Reaction of 1-butene was studied over silicalite-1 and H-ZSM-5 zeolites with different Al contents (SiO2/Al2O3 molar ratio (Si/Al2) = 23, 80, and 280) to explore an efficient catalyst for the formation of propene as well as to elucidate the reaction scheme and the relevant acid sites involved in the reaction. The formation of alkenes, including propene, increased and those of alkanes and aromatics decreased with decreasing Al content. The percentage of alkenes other than n-butene isomers was 60 C-wt % over silicalite-1 at 550 °C with 34.1 C-wt % propene. Over H-ZSM-5 with Si/Al2 = 23, the formation of alkenes was negligible, and the main products were alkanes and aromatics, the sum of alkanes and aromatics being 65.4 C-wt % at 550 °C. These product distributions are consistently interpreted by the successive reactions of oligomerization, cracking, and hydrogen transfer.

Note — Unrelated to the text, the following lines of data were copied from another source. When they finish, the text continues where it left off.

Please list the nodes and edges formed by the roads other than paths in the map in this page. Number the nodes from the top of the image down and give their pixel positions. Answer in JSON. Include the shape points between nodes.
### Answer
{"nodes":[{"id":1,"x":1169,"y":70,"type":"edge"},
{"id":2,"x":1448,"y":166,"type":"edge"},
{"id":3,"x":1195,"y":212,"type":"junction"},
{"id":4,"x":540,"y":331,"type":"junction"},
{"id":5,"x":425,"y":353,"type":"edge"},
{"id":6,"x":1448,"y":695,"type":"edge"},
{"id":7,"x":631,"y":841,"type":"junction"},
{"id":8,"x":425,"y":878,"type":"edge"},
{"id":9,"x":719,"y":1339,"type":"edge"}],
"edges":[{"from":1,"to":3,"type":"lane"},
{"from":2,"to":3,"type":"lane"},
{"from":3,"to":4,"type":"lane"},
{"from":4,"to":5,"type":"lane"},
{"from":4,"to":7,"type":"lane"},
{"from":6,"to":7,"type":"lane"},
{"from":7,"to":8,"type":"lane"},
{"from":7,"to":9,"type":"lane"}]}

For oligomerization and cracking, in addition to strong acid sites on H-ZSM-5 zeolites, weak acid sites present on silicalite-1 act as active sites. For the hydrogen transfer reaction of alkenes to form alkanes and aromatics, strong acid sites are required. The scheme can also be applicable to the reactions of 1-pentene and 1-hexene. The weak acid sites on silicalite-1 are assumed to be the silanol groups that act as Brønsted acid above 300 °C. The presence of strong acid sites on H-ZSM-5 catalysts, which are the OH groups bridging to Si and Al, results in the consumption of alkenes by hydrogen transfer. Removal of a part of Al contained in silicalite-1 as an impurity and enrichment of surface silanol groups on silicalite-1 resulted in the improvement of the propene yield. It is concluded that silicalite-1 is an efficient catalyst for the formation of propene by the reactions of light alkenes because of the absence of strong acid sites and the presence of weak acid sites.